By Rachel Hutzel
As the holidays approach, busy shoppers head to the mall looking for good deals. Meanwhile, thieves are looking for the opportunity to steal your wallet or purse. The most obvious example is the pickpocket who smoothly slips your wallet from your back pocket while you’re busy picking out a gift, and then blends back into the crowd.
Less slick, but very common, is the thief who cruises the parking lot waiting for you to leave your purse in your shopping cart while you load your Christmas gifts into your car. Many of them don’t even leave their cars – they pull up beside your shopping cart, grab your purse, and make a swift getaway. Secure your purse in your car before you unload your purchases. Lock your purchases in your car trunk while you’re in the mall, too. Always exercise caution in entering a dark parking lot or parking garage.
Many busy shoppers opt for making their purchases on-line instead of dealing with a crowded mall. But thieves are on-line, too. Make sure that you use a secure website before you hand over your credit information, and use a credit card with a good fraud policy. Secure websites will clearly advertise their security measures on their web page. Be sure you check out those measures fully.

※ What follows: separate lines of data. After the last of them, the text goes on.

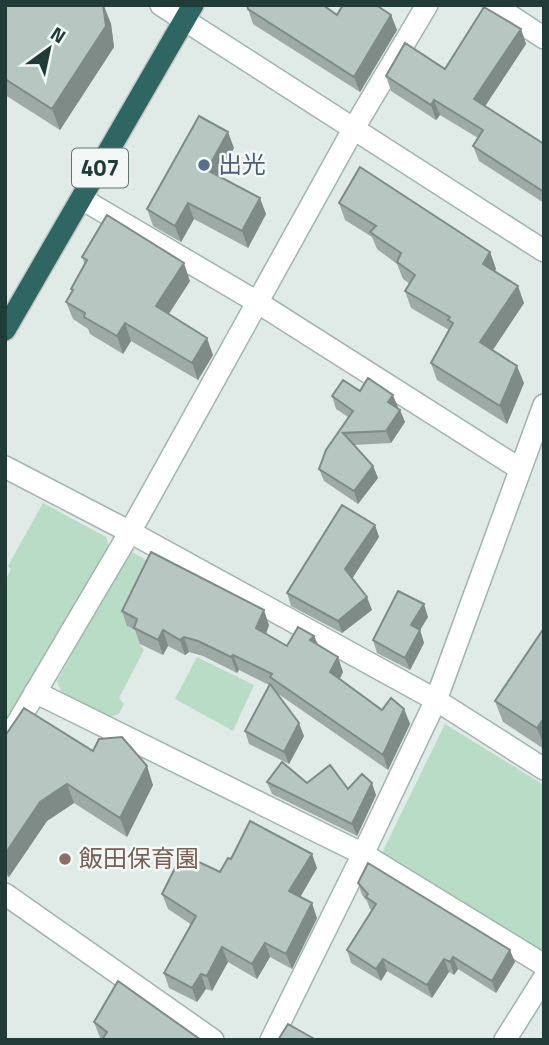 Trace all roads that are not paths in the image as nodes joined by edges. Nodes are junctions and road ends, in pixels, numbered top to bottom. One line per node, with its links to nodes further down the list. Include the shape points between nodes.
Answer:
1 (161, 5): 4 (street)
2 (427, 5): 6 (street)
3 (494, 5): 5 (street)
4 (189, 13): 6 (street); 7 (highway, 407)
5 (544, 38)
6 (354, 128): 8 (street); 9 (street)
7 (82, 199): 9 (street); 10 (highway, 407)
8 (544, 251)
9 (257, 302): 13 (street); 14 (street)
10 (5, 330)
11 (544, 405): 13 (street)
12 (5, 467): 14 (street)
13 (520, 469): 16 (street)
14 (130, 531): 15 (street); 16 (street)
15 (35, 692): 17 (street); 19 (street)
16 (436, 700): 18 (street); 19 (street)
17 (5, 744)
18 (544, 769)
19 (363, 854): 21 (street); 24 (street)
20 (5, 894): 23 (street)
21 (544, 965)
22 (544, 978): 25 (street)
23 (213, 1040)
24 (271, 1040)
25 (505, 1040) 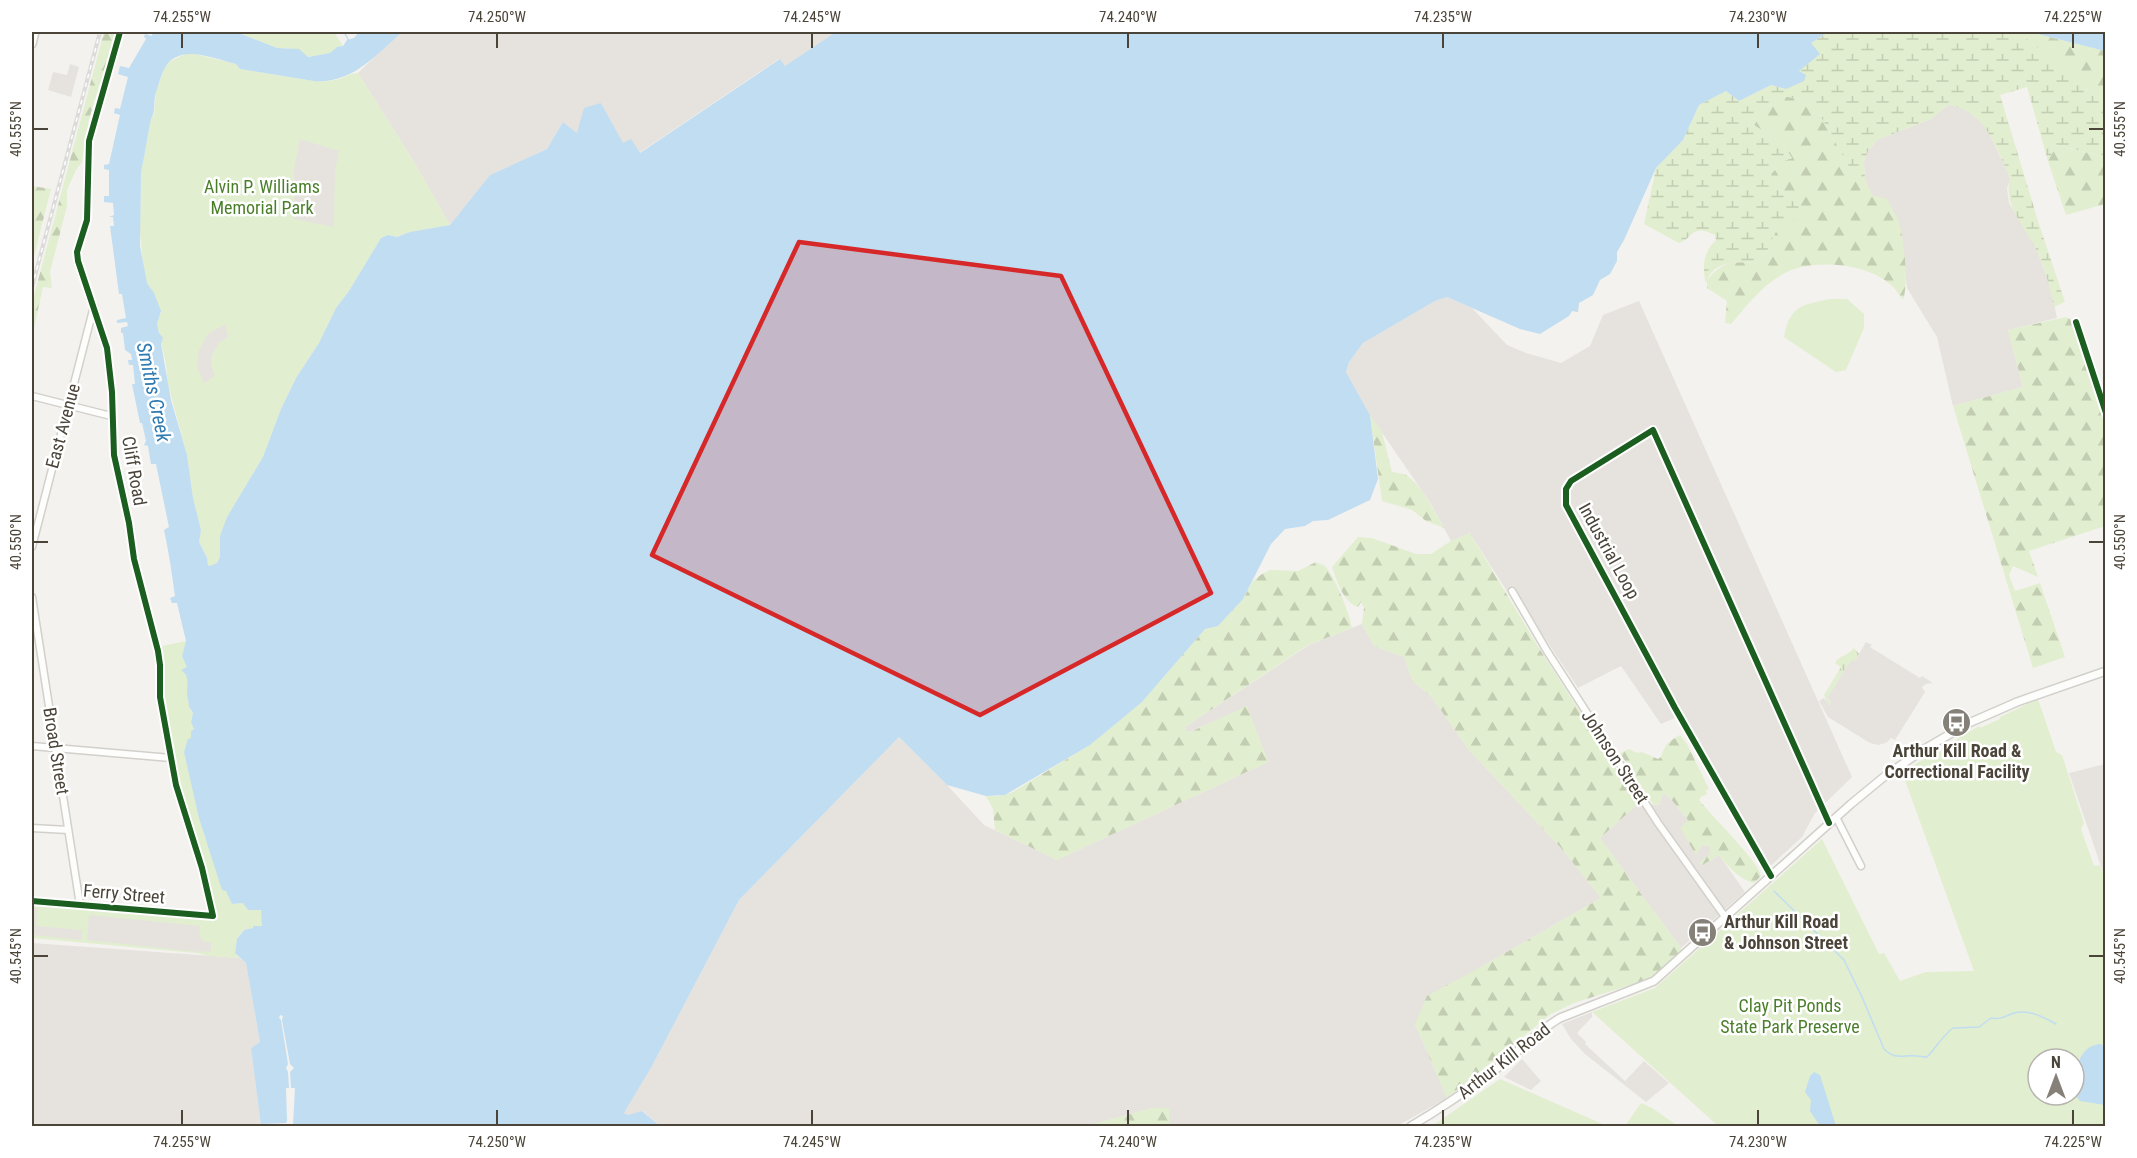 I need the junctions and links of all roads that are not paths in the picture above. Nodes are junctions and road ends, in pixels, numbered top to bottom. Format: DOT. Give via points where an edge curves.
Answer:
graph roads {
  1 [pos="35,32"];
  2 [pos="120,32"];
  3 [pos="32,42"];
  4 [pos="94,305"];
  5 [pos="2076,322"];
  6 [pos="32,396"];
  7 [pos="69,406"];
  8 [pos="2106,412"];
  9 [pos="111,416"];
  10 [pos="32,547"];
  11 [pos="1512,591"];
  12 [pos="32,597"];
  13 [pos="2106,671"];
  14 [pos="32,746"];
  15 [pos="55,748"];
  16 [pos="171,758"];
  17 [pos="1836,817"];
  18 [pos="1829,823"];
  19 [pos="32,828"];
  20 [pos="68,830"];
  21 [pos="1861,866"];
  22 [pos="1771,876"];
  23 [pos="32,901"];
  24 [pos="80,905"];
  25 [pos="213,916"];
  26 [pos="1726,918"];
  27 [pos="1411,1126"];
  1 -- 3 [label="street"];
  2 -- 4 [label="street, Cliff Road" via="89,141 87,220 77,252"];
  4 -- 7 [label="street, East Avenue"];
  4 -- 9 [label="street, Cliff Road" via="110,366"];
  5 -- 8 [label="street"];
  6 -- 7 [label="street"];
  7 -- 9 [label="street"];
  7 -- 10 [label="street, East Avenue"];
  9 -- 16 [label="street, Cliff Road" via="114,455 134,559 159,658 160,697"];
  11 -- 26 [label="street, Johnson Street" via="1670,842"];
  12 -- 15 [label="street, Broad Street"];
  13 -- 17 [label="street, Arthur Kill Road" via="2017,702 1961,727 1898,766"];
  14 -- 15 [label="street"];
  15 -- 16 [label="street"];
  15 -- 20 [label="street, Broad Street"];
  16 -- 25 [label="street, Cliff Road"];
  17 -- 18 [label="street, Arthur Kill Road"];
  17 -- 21 [label="street"];
  18 -- 22 [label="street, Arthur Kill Road"];
  18 -- 22 [label="street, Industrial Loop" via="1653,430 1571,481 1566,489 1566,505"];
  19 -- 20 [label="street"];
  20 -- 24 [label="street, Broad Street"];
  22 -- 26 [label="street, Arthur Kill Road"];
  23 -- 24 [label="street, Ferry Street"];
  24 -- 25 [label="street, Ferry Street"];
  26 -- 27 [label="street, Arthur Kill Road" via="1654,981 1546,1026 1496,1069"];
} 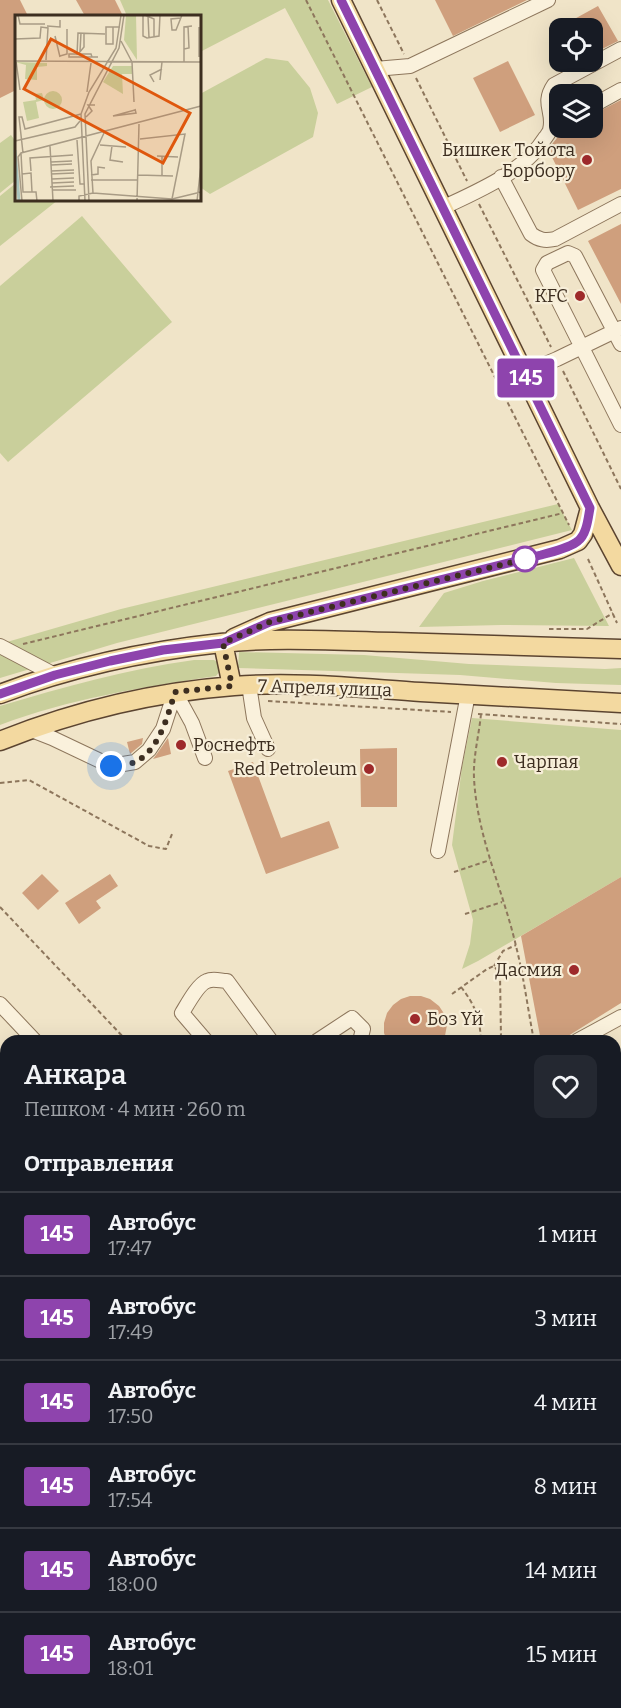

It’s always a good idea to save receipts in case you have to return purchases after the holidays. Those receipts also help you check your credit card bill for accuracy when it arrives in the financial aftermath of the holidays. Identity thieves are quite adept at getting their hands on your credit information, and using it before you get wise to them. Check your credit card bill carefully this January. After you get over the shock of the bottom line, make sure those are all your purchases. And report any discrepancies to your credit card company and law enforcement immediately.
There are also scam artists out there who intend to take advantage of your generosity over the holidays. Don’t stop being generous, but make sure you become familiar with a charity before you sign that check. Never write a check to a person collecting for a charity – write the check to the charity itself. Some scam artists will claim to represent a legitimate charity but will divert your contribution to themselves if you make the check out to them. Never give the person soliciting for charity personal information such as your credit card number until you have checked them out. Don’t be afraid to ask for their credentials.
With a little caution, this holiday season can be a happy celebration for you and your family. Happy Holidays from your Warren County Prosecutor.